** Extracted material follows **

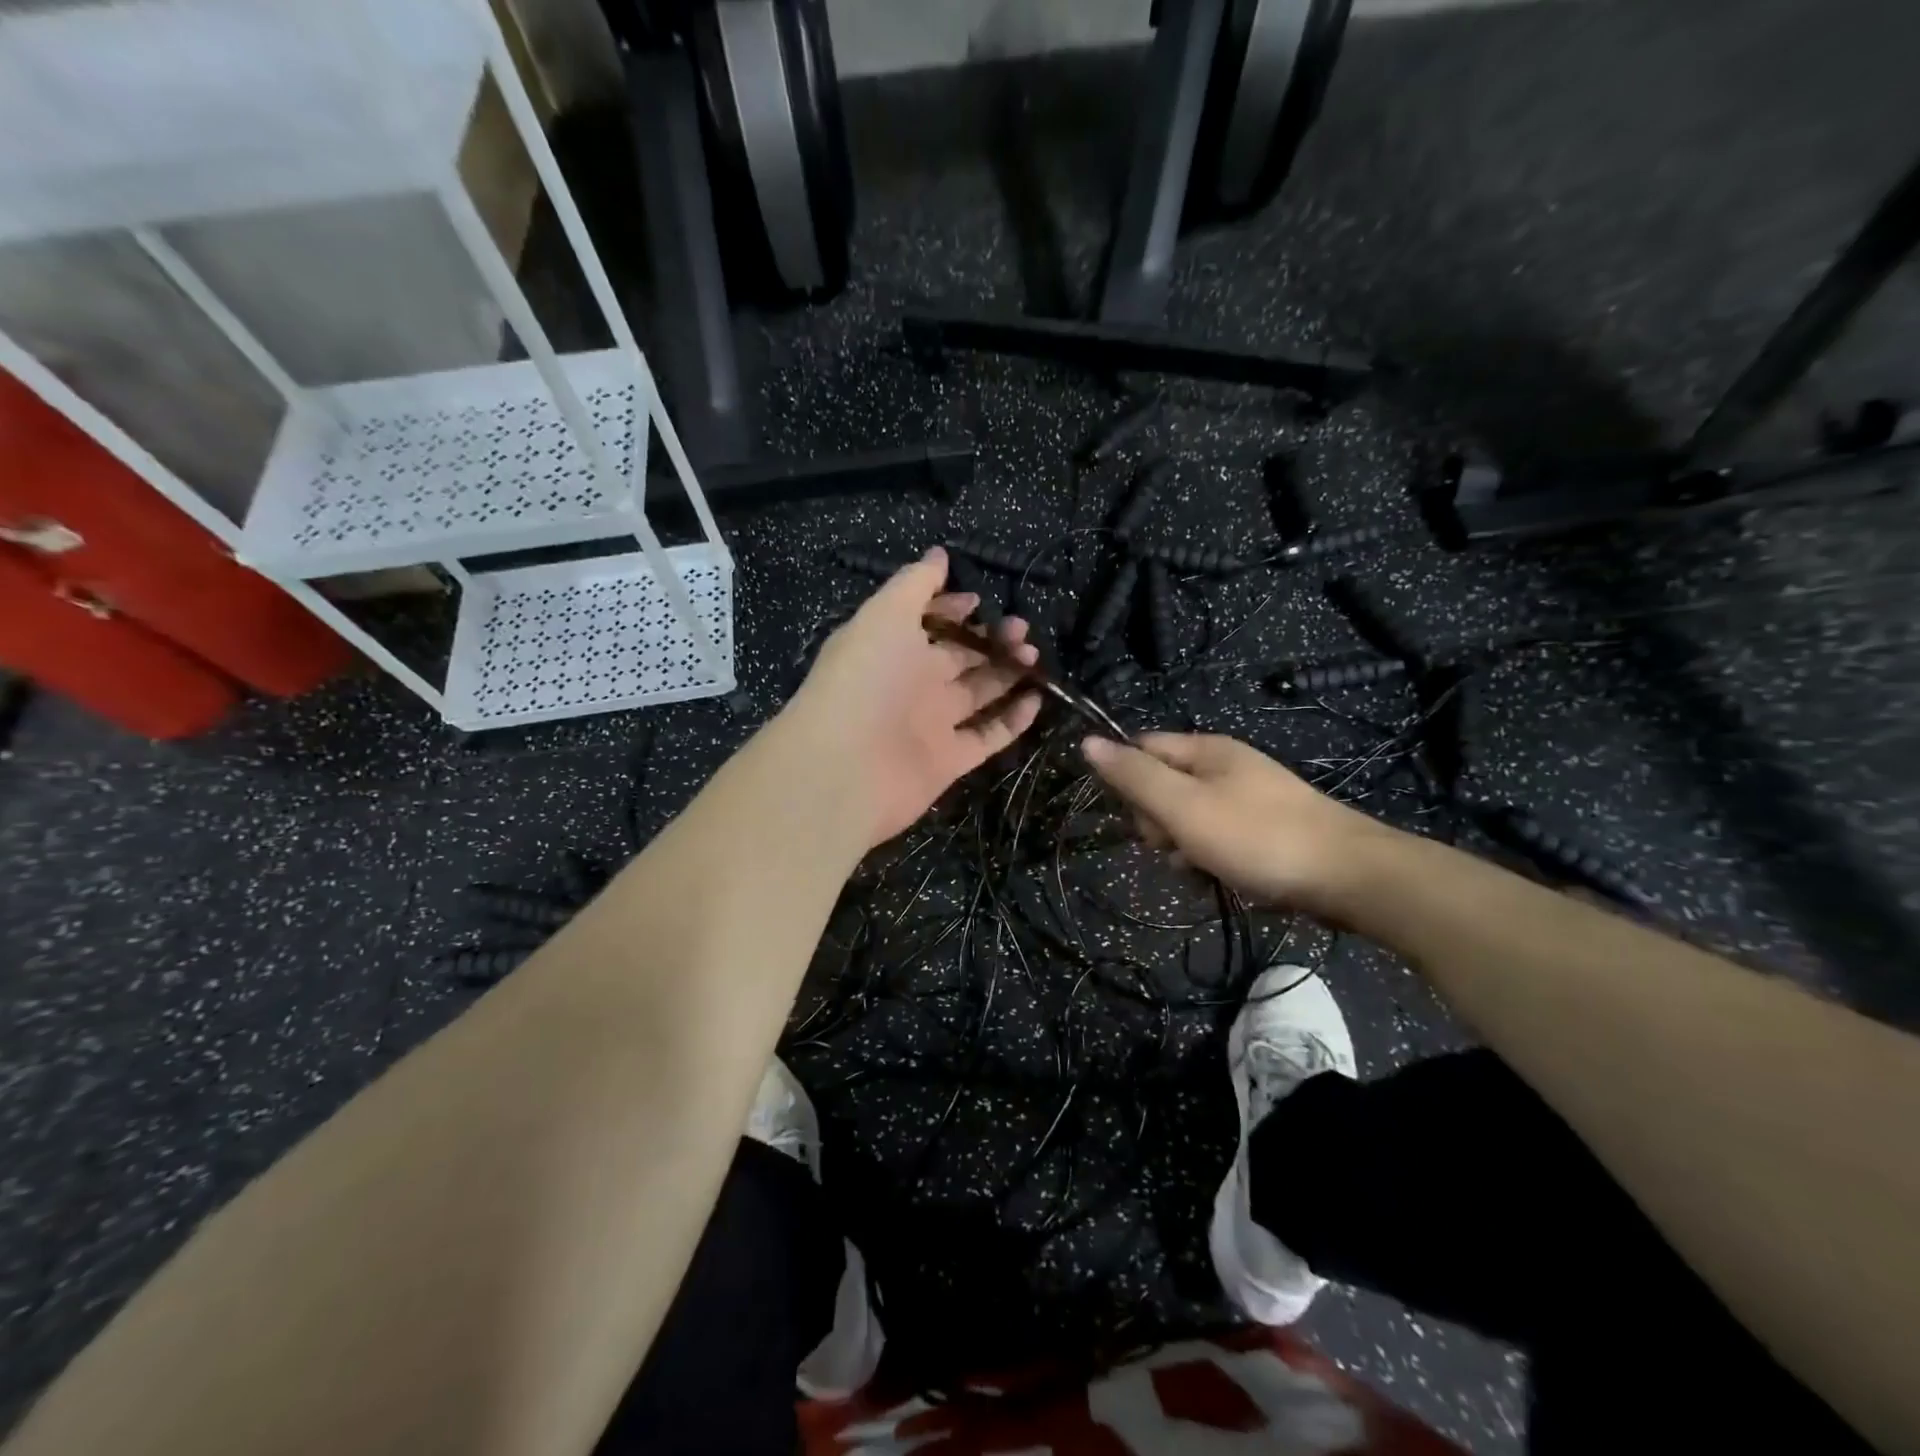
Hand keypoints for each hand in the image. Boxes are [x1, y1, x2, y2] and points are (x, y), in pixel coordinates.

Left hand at [787, 547, 1042, 847]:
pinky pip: (988, 736)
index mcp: (894, 647)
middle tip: (1022, 629)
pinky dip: (1013, 720)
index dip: (954, 608)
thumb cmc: (864, 679)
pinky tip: (1037, 699)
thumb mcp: (885, 615)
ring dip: (1008, 673)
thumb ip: (914, 584)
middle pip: (961, 656)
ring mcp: (933, 723)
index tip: (983, 600)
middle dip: (992, 639)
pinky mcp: (950, 760)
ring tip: (1034, 655)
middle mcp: (913, 684)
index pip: (929, 622)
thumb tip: (939, 554)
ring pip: (980, 693)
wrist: (845, 767)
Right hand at [1081, 732, 1394, 916]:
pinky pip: (1216, 836)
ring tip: (1203, 866)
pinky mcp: (1263, 828)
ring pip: (1187, 816)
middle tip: (1178, 844)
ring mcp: (1247, 797)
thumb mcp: (1184, 806)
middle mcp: (1225, 765)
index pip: (1141, 748)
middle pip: (1162, 785)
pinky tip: (1220, 876)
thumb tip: (1087, 742)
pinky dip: (1210, 856)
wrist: (1349, 877)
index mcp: (1205, 749)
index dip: (1127, 781)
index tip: (1137, 816)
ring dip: (1183, 845)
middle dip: (1158, 821)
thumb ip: (1135, 776)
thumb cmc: (1257, 837)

** End of Extracted material **

An exact copy of all entries is needed, with no pictures in it.

Hand keypoints for each hand in the image. Boxes are [x1, y1, x2, y2] and points are (x, y), in pixel coordinates.

Left hand at [787, 547, 1042, 847]:
pinky pip: (988, 736)
index mcp: (894, 647)
middle tip: (1022, 629)
pinky dip: (1013, 720)
index dip: (954, 608)
thumb cmc: (864, 679)
pinky tip: (1037, 699)
thumb mcp: (885, 615)
ring dip: (1008, 673)
thumb ip: (914, 584)
middle pip: (961, 656)
ring mcp: (933, 723)
index tip: (983, 600)
middle dip: (992, 639)
pinky mcp: (950, 760)
ring tip: (1034, 655)
middle mcp: (913, 684)
index pip: (929, 622)
thumb tip: (939, 554)
ring pip: (980, 693)
wrist: (845, 767)
Right hand at [1081, 732, 1394, 916]:
pinky pip: (1216, 836)
ring tip: (1203, 866)
pinky mcp: (1263, 828)
ring pip: (1187, 816)
middle tip: (1178, 844)
ring mcp: (1247, 797)
thumb mcp: (1184, 806)
middle mcp: (1225, 765)
index pip: (1141, 748)
middle pip: (1162, 785)
pinky tip: (1220, 876)
thumb tip: (1087, 742)
pinky dip: (1210, 856)
wrist: (1349, 877)
index mcp: (1205, 749)
index dip: (1127, 781)
index tip: (1137, 816)
ring dip: (1183, 845)
middle dip: (1158, 821)
thumb ip: (1135, 776)
thumb cmc: (1257, 837)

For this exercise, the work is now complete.